October 22, 2024 04:24 PM AEDT | By Team Kalkine Media
 How Commodity Investment Bankers Evaluate ASX-Listed Companies
Image source: shutterstock

Highlights

  • Focus on transition commodities like lithium and rare earths.
  • Emphasis on management track record and project feasibility.
  • Importance of de-risking in sectors like rare earths.

Commodity investment bankers are increasingly focused on backing companies that play a critical role in the global transition toward cleaner energy. A growing emphasis on commodities tied to decarbonization is shaping their financial decisions, with a particular interest in resources like lithium and rare earths. 

During the Critical Minerals and Energy Investment Conference held in Perth, Fabian Fuentes, a commodities investment banker, shared insights into what these bankers look for when deciding whether to support an ASX-listed company. 

Focus on Transition Commodities   

Investment banks like National Australia Bank (NAB) are concentrating heavily on transition commodities. According to Fuentes, NAB has maintained a strong position in traditional commodities such as gold and bulk resources but has recently been expanding its focus on materials essential to global decarbonization efforts. 

"We’re still very solid in gold and bulk commodities, but we’ve been increasing our exposure to transition commodities," said Fuentes. Lithium and rare earths are two key areas where NAB has ramped up its activities. The demand for lithium, driven by the surge in electric vehicles and renewable energy storage, has attracted substantial attention. Rare earths, vital for various clean energy technologies, are another priority, though their market presents challenges due to the dominant role of Chinese suppliers. 

Evaluating Feasibility and Long-Term Viability   

Bankers look closely at the feasibility studies of the companies they consider financing. Fuentes explained that NAB works with consultants to assess management’s track record, the project’s cost-competitiveness, and whether the company has strong sponsors or off-take agreements in place. Off-take agreements are critical because they ensure that there is a committed buyer for the commodity before it is produced, which helps to reduce financial risk. 
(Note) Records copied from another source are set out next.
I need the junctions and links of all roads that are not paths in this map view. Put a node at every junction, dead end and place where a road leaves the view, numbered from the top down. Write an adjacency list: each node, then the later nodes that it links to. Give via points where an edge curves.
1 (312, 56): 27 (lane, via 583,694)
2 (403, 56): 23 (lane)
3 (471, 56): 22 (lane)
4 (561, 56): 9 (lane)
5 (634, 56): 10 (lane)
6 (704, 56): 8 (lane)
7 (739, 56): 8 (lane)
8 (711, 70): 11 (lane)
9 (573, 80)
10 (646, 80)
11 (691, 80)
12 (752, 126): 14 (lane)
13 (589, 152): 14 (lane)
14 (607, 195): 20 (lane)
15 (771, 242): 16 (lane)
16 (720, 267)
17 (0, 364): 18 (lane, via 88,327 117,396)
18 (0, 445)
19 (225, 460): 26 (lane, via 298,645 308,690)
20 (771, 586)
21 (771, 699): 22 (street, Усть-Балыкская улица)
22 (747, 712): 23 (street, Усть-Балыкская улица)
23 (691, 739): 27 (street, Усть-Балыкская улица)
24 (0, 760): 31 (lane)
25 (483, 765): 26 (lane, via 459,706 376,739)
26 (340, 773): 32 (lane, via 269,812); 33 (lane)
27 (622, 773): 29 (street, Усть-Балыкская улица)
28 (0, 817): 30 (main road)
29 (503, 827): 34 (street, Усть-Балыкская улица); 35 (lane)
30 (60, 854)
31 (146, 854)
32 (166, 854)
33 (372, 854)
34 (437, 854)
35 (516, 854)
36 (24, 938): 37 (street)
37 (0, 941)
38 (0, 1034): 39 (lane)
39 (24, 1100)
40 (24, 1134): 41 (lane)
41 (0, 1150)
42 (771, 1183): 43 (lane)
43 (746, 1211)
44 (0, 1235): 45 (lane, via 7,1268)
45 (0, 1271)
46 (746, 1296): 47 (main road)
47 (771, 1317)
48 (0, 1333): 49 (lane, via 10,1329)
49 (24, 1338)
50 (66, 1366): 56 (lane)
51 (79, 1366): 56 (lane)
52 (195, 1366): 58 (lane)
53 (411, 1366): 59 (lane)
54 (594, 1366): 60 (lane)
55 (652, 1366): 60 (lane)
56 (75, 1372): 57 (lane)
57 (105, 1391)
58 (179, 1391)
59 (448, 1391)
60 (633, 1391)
One of the key factors NAB evaluates is the robustness of a company’s feasibility study. This study must demonstrate that the company can navigate commodity price cycles while maintaining the ability to repay its debts. This is particularly crucial for lithium producers, like Pilbara Minerals (ASX:PLS) and Allkem (ASX:AKE), where long-term demand is promising, but the market is also volatile. Similarly, for companies involved in rare earths, such as Lynas Rare Earths (ASX:LYC), the feasibility study needs to address supply chain risks. 
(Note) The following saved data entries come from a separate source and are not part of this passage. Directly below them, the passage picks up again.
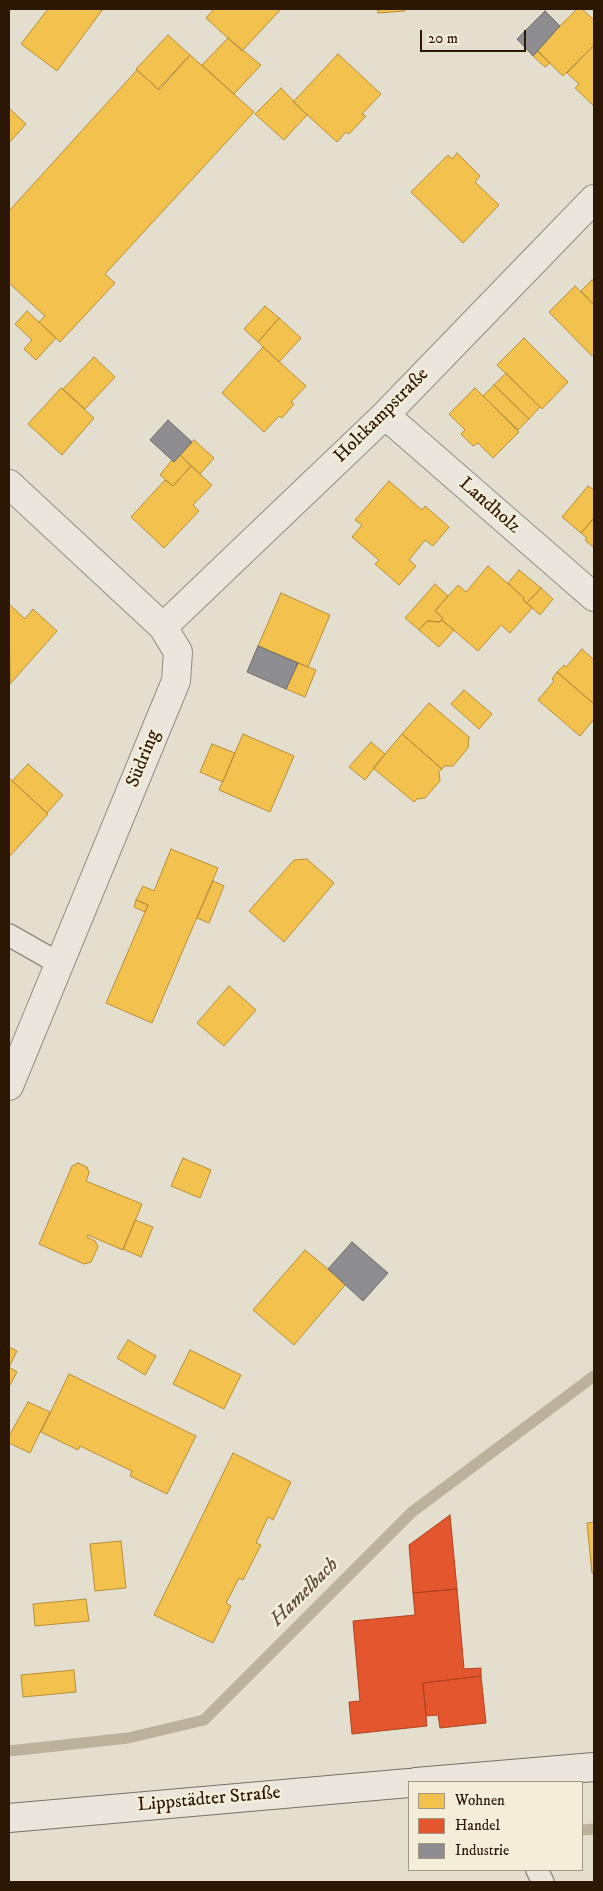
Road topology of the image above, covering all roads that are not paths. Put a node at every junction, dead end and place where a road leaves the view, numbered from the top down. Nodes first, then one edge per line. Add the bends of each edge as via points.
1 (594, 199) edge
2 (385, 415) junction
3 (9, 484) edge
4 (594, 597) edge
5 (162, 627) junction
6 (9, 935) edge
7 (60, 964) junction
8 (9, 1086) edge
9 (594, 1767) edge
10 (510, 1778) edge
11 (440, 1781) edge
12 (408, 1783) edge
13 (9, 1818) edge

1 - 2 street, Holtkampstraße
2 - 4 street, Landholz
2 - 5 street, Holtkampstraße
3 - 5 street, Südring
5 - 7 street, Südring via 178,652 176,682
6 - 7 lane
7 - 8 street, Südring
9 - 10 street
10 - 11 street
12 - 13 street, Lippstädter Straße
De-Risking Projects in Rare Earths   

Rare earths present a unique challenge due to the concentrated supply chain, especially with China's stronghold in this market. NAB is working to de-risk rare earths projects by supporting companies that can offer transparency in their cost structures and secure stable supply lines outside of China. This is essential for the long-term sustainability of these projects and ensures that they can withstand market fluctuations. 

In conclusion, commodity investment bankers focus on transition commodities and evaluate companies based on their management, project competitiveness, and the strength of their feasibility studies. By backing firms that meet these criteria, they aim to support projects that will thrive in the long run amidst changing global energy demands.